Hem 1990'lar, hem 2000'ler işkolik vaziyette müthiş bir çalışma temposu ile akmış gitmiş. Hem sivil toplum, hem baro, hem büro, hem şu hem bu diye profesyonel bir koşuşma derken; 2010'lar rahat edeceği ve emeklerinin karşılığını alacağı, kendine ayıracağı zamanlar olmalıydı.

"Direniş ve mücadele sürecek" diye de yazabilirim; ki, sürecektir de…

Ama insanlar, biraz da hayatlarını yaşasın. Ağır fedakârlıklar, mecburiyetler, "yastıkta", "sevdiğinin kucağında" ölümlerin dahi çok görülmesi; ya yeter artık. Yapılmasın, yapmayın, yaptırmayın.

Çekin cartlak plastik mavi perdeleri şu hayatın önünden….
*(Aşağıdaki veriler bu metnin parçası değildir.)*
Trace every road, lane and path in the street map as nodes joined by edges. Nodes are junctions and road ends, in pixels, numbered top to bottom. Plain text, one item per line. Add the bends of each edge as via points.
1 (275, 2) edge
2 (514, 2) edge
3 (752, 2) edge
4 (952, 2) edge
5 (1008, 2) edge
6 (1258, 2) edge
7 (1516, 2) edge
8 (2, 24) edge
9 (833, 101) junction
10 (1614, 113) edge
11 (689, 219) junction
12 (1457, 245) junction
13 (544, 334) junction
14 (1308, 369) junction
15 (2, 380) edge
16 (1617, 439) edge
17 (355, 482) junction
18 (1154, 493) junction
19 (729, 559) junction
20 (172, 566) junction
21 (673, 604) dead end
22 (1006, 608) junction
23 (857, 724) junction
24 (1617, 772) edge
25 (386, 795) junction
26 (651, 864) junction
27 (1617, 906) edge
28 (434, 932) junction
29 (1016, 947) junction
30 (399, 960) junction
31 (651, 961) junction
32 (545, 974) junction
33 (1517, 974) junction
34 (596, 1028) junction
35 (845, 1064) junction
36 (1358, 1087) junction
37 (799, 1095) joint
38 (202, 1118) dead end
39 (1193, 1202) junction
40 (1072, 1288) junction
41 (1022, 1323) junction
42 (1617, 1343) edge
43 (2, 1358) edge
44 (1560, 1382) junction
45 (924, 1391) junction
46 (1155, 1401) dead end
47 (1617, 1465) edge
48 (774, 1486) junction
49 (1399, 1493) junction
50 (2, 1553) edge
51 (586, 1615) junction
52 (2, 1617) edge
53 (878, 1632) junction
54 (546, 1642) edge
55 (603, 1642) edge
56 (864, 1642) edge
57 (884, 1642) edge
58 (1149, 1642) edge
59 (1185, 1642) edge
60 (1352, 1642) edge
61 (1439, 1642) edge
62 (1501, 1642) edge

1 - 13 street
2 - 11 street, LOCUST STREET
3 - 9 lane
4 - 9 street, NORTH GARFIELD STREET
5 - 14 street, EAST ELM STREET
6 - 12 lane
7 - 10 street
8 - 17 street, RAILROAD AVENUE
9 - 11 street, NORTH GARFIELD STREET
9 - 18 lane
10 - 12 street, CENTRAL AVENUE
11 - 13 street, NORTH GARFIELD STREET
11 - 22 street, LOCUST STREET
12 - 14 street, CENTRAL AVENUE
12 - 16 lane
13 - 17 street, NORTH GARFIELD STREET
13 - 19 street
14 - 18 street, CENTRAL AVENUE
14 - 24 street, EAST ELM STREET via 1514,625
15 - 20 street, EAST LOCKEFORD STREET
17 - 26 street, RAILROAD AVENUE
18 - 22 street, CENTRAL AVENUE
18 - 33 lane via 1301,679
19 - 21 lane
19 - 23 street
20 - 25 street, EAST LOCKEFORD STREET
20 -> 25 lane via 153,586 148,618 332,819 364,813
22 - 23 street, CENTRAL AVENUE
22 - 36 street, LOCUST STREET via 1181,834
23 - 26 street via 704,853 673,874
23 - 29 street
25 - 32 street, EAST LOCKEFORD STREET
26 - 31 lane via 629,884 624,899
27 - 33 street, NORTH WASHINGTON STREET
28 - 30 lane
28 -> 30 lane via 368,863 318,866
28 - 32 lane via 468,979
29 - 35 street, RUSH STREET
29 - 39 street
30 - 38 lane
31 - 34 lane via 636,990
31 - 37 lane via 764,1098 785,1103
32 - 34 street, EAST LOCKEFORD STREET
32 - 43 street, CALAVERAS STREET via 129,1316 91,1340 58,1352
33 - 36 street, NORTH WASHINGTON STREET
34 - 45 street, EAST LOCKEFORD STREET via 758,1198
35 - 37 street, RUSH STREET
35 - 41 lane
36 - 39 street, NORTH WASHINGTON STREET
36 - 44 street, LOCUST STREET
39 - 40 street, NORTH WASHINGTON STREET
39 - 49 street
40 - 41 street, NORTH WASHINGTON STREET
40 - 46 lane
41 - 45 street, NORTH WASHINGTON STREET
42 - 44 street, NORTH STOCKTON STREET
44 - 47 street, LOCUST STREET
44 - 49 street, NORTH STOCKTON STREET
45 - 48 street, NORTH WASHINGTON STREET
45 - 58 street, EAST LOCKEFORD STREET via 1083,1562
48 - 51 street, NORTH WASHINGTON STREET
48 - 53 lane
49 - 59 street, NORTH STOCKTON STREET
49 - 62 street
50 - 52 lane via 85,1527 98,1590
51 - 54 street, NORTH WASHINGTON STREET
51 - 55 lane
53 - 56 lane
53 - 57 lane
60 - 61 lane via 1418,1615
Türkân Hanım, Tahir Bey'in cenazesinde şöyle demişti:

"Bugün ebediyete intikal edince onu faili meçhul ordusu karşılayacak. Kendini her zamanki gibi nezaketle tanıtmaya çalışırken, herkes 'tanıtmaya ne hacet' diyecek: 'Seni bütün faili meçhuller, bütün âlem tanır, senin bize bir ömür hakkın geçti. Biz seni buradan izledik.'

Bize bir ömür adadın diyecekler ona. 'Kaldı mı senin gibi kınalı güvercinler' diye soracaklar. Elçi'nin o zaman gülümseyen yüzüne bir akşam inecek. Valla ne diyeyim geldiğimde bir avuç güvercin vardı, kartallar şahinler, leş kargaları kol geziyordu. Sen bizi savundun diyecekler, ya seni kim savunacak. Arkamda eşim var diyecek. Benim gibi düşünen arkadaşlarım var diyecek. Bugün dilekçe verdiğim yurt dışına çıkış yasağım kalktı, kıtaları denizleri fersah fersah gezebilirim. Hakkımda açılan davanın duruşmasında muhakkak hakkımı savunmak için hazır bulunacağım diyecek. Bütün faili meçhuller onu bağrına basacak. Ve 'Dört Ayaklı Minare'nin en tepesine basacağım, tarih anlayacak beni' diyecek. 'Beni tehdit edenler, hedef gösterenler hoşçakalın. Beni anlamayanlar hoşçakalın, anlamak istemeyenler, dudak bükenler hoşçakalın. Geçirildiğim işkence tezgâhları hoşçakalın. Beni sevenler, destekleyenler, çocuklarım, eşim hoşçakal' diyecektir."

Evet; gerçekten de "hoşçakal" demenin zamanı. Ama tehdit edenler, hedef gösterenler, anlamayanlar ve Tahir Elçi'nin vericiliğine tezat bencillere.

Tahir Elçi'ye ise yeniden "merhaba"; çünkü vakfı doğuyor.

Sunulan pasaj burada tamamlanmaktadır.